Instructions to follow —
The data must be transcribed exactly, with no line missing.

Information supplied —

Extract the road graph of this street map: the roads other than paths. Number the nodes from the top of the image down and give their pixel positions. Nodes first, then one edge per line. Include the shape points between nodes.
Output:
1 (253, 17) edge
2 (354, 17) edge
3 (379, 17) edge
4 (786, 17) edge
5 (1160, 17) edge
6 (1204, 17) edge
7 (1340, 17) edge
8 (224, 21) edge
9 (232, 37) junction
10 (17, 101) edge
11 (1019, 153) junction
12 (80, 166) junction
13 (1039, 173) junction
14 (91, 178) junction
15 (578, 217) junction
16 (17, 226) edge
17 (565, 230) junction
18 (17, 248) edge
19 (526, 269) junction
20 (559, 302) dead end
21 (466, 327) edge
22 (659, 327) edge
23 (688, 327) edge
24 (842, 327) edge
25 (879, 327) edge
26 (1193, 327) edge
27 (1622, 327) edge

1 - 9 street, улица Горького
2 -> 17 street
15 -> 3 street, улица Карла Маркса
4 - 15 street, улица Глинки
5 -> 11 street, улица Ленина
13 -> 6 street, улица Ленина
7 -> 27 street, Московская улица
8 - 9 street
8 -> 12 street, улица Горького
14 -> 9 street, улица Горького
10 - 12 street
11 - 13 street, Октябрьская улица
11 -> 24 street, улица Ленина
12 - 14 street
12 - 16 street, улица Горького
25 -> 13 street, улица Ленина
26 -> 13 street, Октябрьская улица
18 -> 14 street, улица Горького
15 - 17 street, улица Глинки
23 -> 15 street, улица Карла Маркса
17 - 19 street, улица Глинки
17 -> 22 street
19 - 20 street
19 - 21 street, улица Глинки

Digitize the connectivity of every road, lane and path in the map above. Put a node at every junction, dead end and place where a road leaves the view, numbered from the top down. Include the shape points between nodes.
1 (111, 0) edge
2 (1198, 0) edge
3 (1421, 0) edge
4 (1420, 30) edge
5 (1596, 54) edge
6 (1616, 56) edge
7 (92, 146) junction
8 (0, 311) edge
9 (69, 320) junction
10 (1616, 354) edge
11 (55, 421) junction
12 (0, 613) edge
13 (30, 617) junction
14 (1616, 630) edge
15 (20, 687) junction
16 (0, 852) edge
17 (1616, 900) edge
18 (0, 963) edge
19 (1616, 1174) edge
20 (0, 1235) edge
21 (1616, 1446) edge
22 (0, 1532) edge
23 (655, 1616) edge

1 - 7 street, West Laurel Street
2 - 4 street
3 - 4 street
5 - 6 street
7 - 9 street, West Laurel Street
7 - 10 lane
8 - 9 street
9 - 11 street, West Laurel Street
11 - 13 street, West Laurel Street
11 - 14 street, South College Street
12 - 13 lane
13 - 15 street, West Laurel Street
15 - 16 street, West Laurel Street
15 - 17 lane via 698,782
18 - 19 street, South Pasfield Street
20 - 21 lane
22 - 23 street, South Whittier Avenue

Exercise answer —
Extract the road graph of this street map: the roads other than paths. Number the nodes from the top of the image down and give their pixel positions. Nodes first, then one edge per line. Include the shape points between nodes.
Output:
1 (253, 17) edge
2 (354, 17) edge
3 (379, 17) edge
4 (786, 17) edge
5 (1160, 17) edge
6 (1204, 17) edge
7 (1340, 17) edge
8 (224, 21) edge
9 (232, 37) junction
10 (17, 101) edge
11 (1019, 153) junction
12 (80, 166) junction
13 (1039, 173) junction
14 (91, 178) junction
15 (578, 217) junction
16 (17, 226) edge
17 (565, 230) junction
18 (17, 248) edge
19 (526, 269) junction
20 (559, 302) dead end
21 (466, 327) edge
22 (659, 327) edge
23 (688, 327) edge
24 (842, 327) edge
25 (879, 327) edge
26 (1193, 327) edge
27 (1622, 327) edge

1 - 9 street, улица Горького
2 -> 17 street
15 -> 3 street, улица Карла Маркса
4 - 15 street, улица Глинки
5 -> 11 street, улица Ленина
13 -> 6 street, улица Ленина
7 -> 27 street, Московская улица
8 - 9 street
8 -> 12 street, улица Горького
14 -> 9 street, улица Горького
10 - 12 street
11 - 13 street, Октябрьская улица
11 -> 24 street, улица Ленина
12 - 14 street
12 - 16 street, улица Горького
25 -> 13 street, улица Ленина
26 -> 13 street, Октябрьская улица
18 -> 14 street, улица Горького
15 - 17 street, улица Глинки
23 -> 15 street, улица Карла Маркса
17 - 19 street, улица Глинки
17 -> 22 street
19 - 20 street
19 - 21 street, улица Глинки

Digitize the connectivity of every road, lane and path in the map above. Put a node at every junction, dead end and place where a road leaves the view, numbered from the top down. Include the shape points between nodes.
1 (111, 0) edge
2 (1198, 0) edge
3 (1421, 0) edge
4 (1420, 30) edge
5 (1596, 54) edge
6 (1616, 56) edge
7 (92, 146) junction
8 (0, 311) edge
9 (69, 320) junction
10 (1616, 354) edge
11 (55, 421) junction
12 (0, 613) edge
13 (30, 617) junction
14 (1616, 630) edge
15 (20, 687) junction
16 (0, 852) edge
17 (1616, 900) edge
18 (0, 963) edge
19 (1616, 1174) edge
20 (0, 1235) edge
21 (1616, 1446) edge
22 (0, 1532) edge
23 (655, 1616) edge

1 - 7 street, West Laurel Street
2 - 4 street
3 - 4 street
5 - 6 street
7 - 9 street, West Laurel Street
7 - 10 lane
8 - 9 street
9 - 11 street, West Laurel Street
11 - 13 street, West Laurel Street
11 - 14 street, South College Street
12 - 13 lane
13 - 15 street, West Laurel Street
15 - 16 street, West Laurel Street
15 - 17 lane via 698,782
18 - 19 street, South Pasfield Street
20 - 21 lane
22 - 23 street, South Whittier Avenue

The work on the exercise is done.